*Stored entries:*

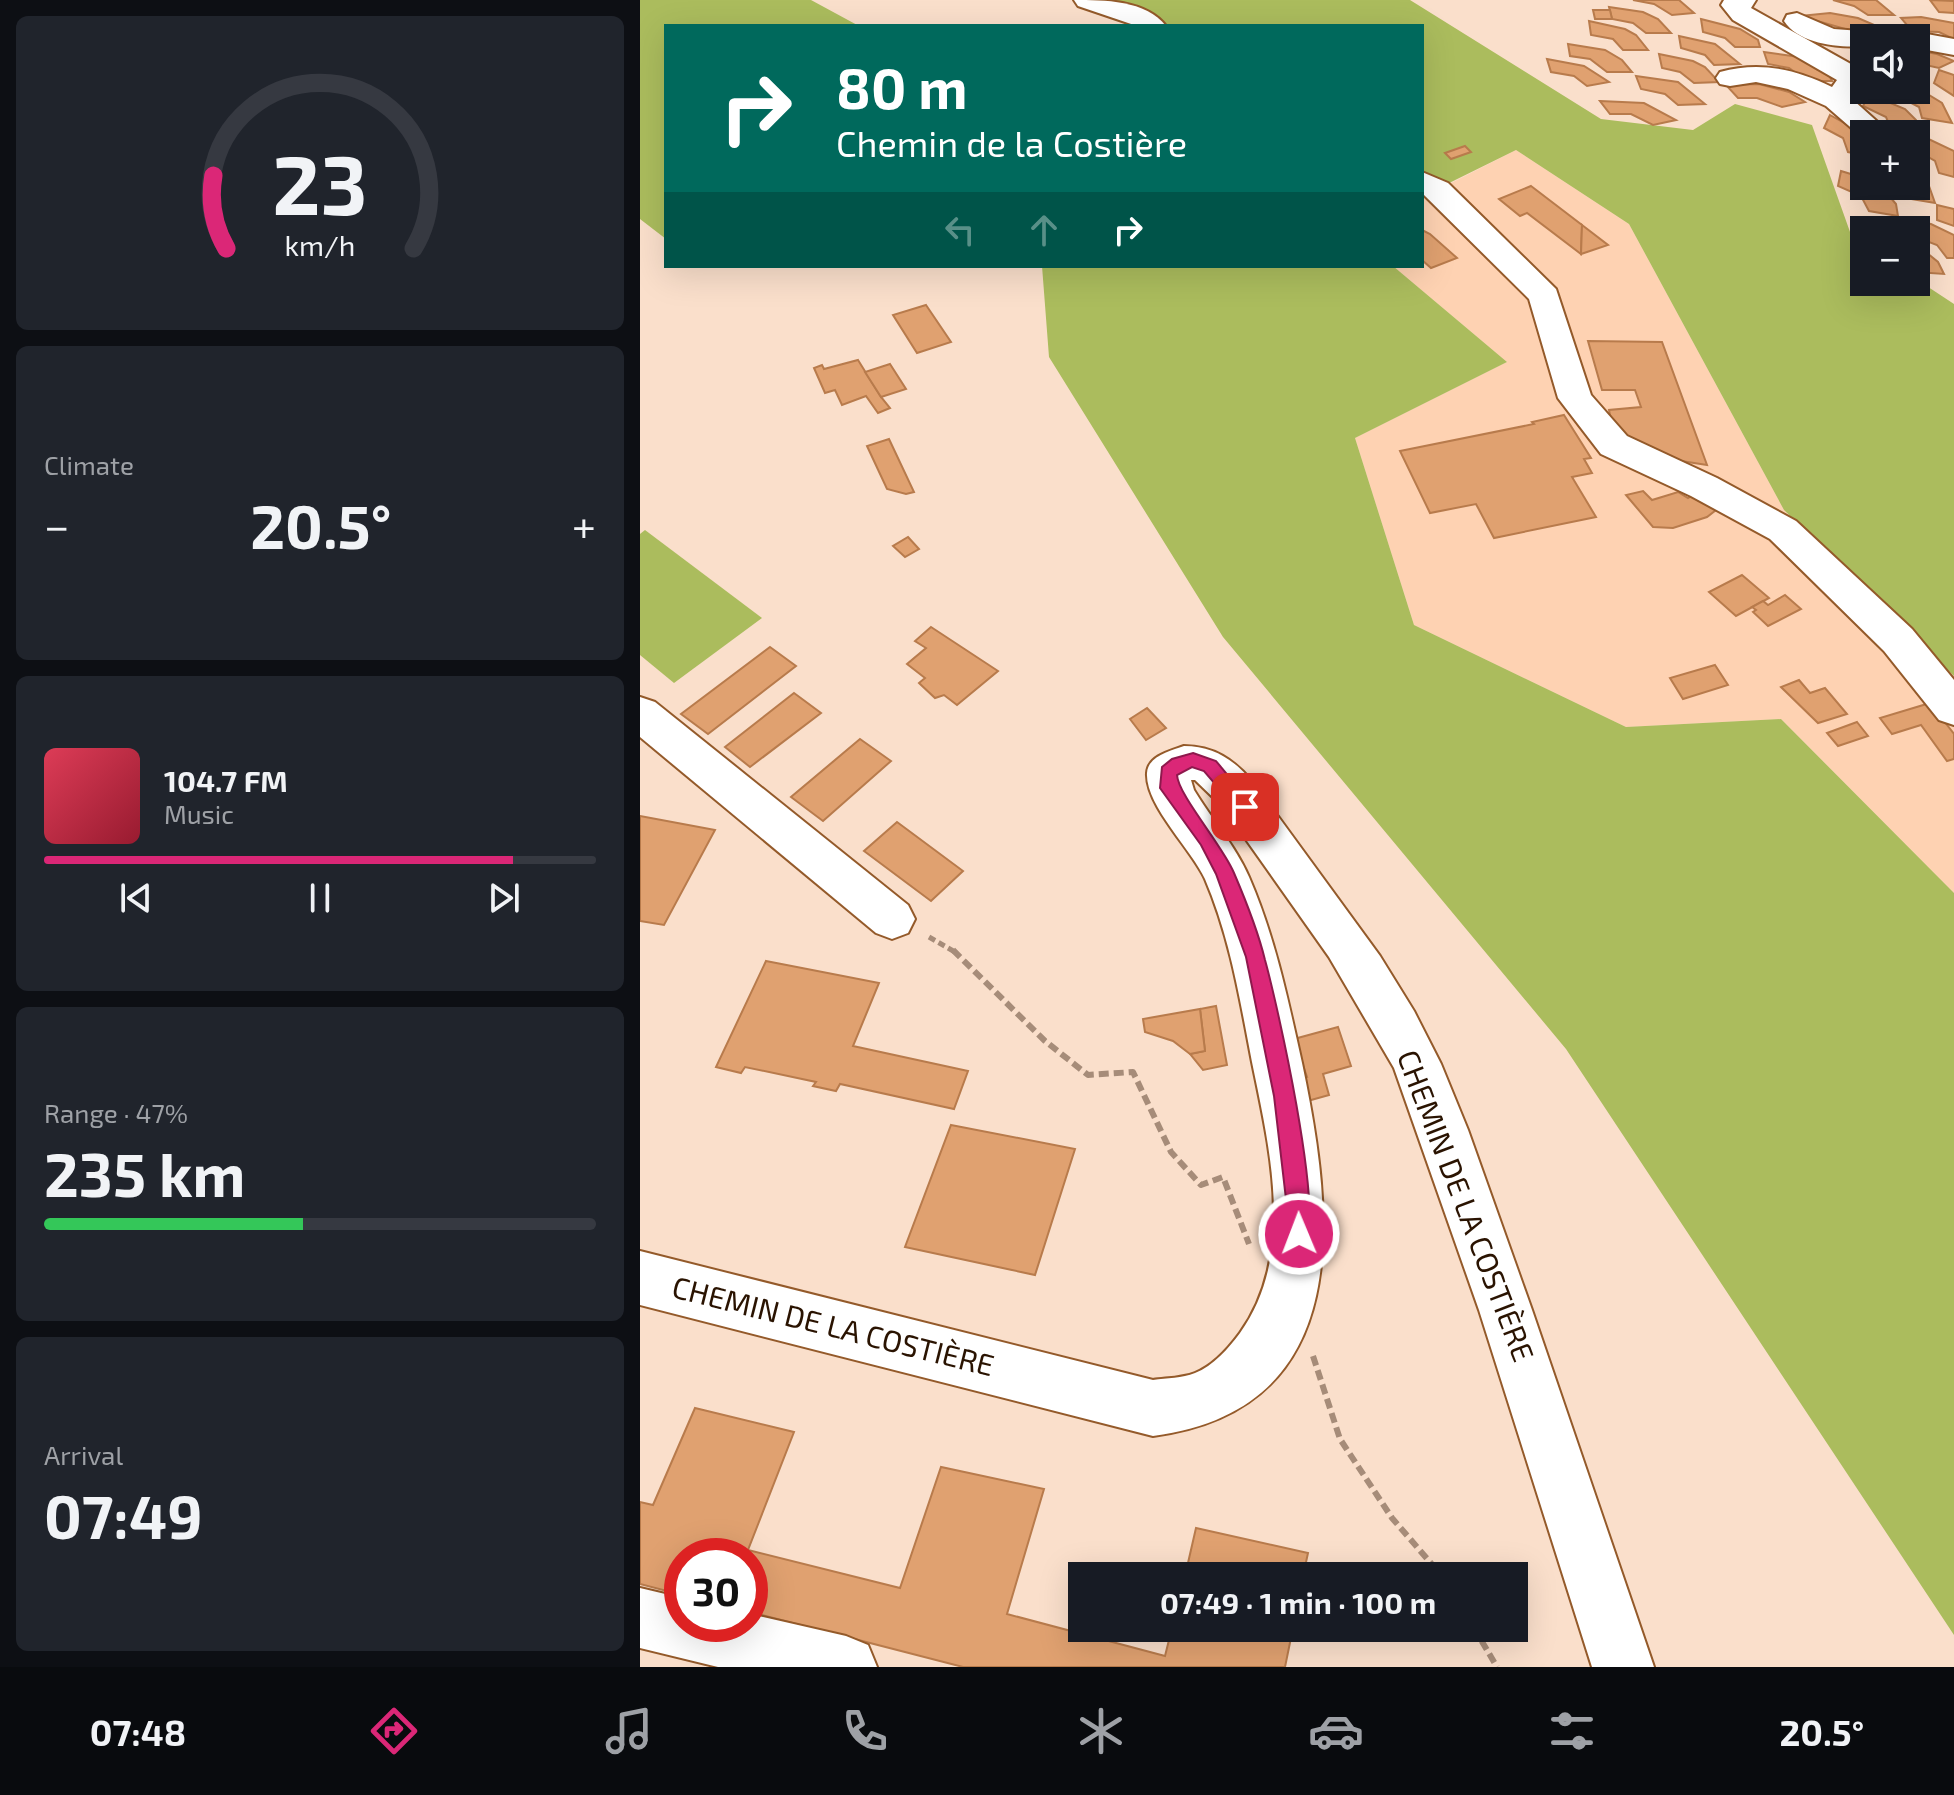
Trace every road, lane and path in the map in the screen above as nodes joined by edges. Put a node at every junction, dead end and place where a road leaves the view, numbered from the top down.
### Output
1 (1087, 0) edge
2 (1743, 0) edge
3 (1761, 0) edge
4 (1150, 24) edge
5 (1850, 40) edge
6 (1930, 43) edge
7 (1954, 47) edge
8 (1730, 78) dead end
9 (1836, 100) junction
10 (1860, 120) edge
11 (1424, 182) edge
12 (1954, 709) edge
13 (640, 713) edge
14 (892, 919) joint
15 (1254, 1255) dead end
16 (640, 1278) edge
17 (1269, 1344) junction
18 (1430, 1562) edge
19 (640, 1618) edge
20 (1482, 1642) edge
21 (846, 1667) edge
22 (1497, 1667) edge
23 (1623, 1667) edge

1 - 4 street
2 - 9 street
3 - 5 street
6 - 7 street
8 - 9 street
9 - 10 street
11 - 12 street
13 - 14 street
14 - 15 path
16 - 17 street, CHEMIN DE LA COSTIÈRE
17 - 18 path
17 - 23 street, CHEMIN DE LA COSTIÈRE
19 - 21 street
20 - 22 path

*EXERCISE PROMPT:*
Repeat the entries above exactly as written, but not their pictures.

*ANSWER FOR THIS EXERCISE:*
Trace every road, lane and path in the map in the screen above as nodes joined by edges. Put a node at every junction, dead end and place where a road leaves the view, numbered from the top down.
### Output
1 (1087, 0) edge
2 (1743, 0) edge
3 (1761, 0) edge
4 (1150, 24) edge
5 (1850, 40) edge
6 (1930, 43) edge
7 (1954, 47) edge
8 (1730, 78) dead end
9 (1836, 100) junction
10 (1860, 120) edge
11 (1424, 182) edge
12 (1954, 709) edge
13 (640, 713) edge
14 (892, 919) joint
15 (1254, 1255) dead end
16 (640, 1278) edge
17 (1269, 1344) junction
18 (1430, 1562) edge
19 (640, 1618) edge
20 (1482, 1642) edge
21 (846, 1667) edge
22 (1497, 1667) edge
23 (1623, 1667) edge

1 - 4 street
2 - 9 street
3 - 5 street
6 - 7 street
8 - 9 street
9 - 10 street
11 - 12 street
13 - 14 street
14 - 15 path
16 - 17 street, CHEMIN DE LA COSTIÈRE
17 - 18 path
17 - 23 street, CHEMIN DE LA COSTIÈRE
19 - 21 street
20 - 22 path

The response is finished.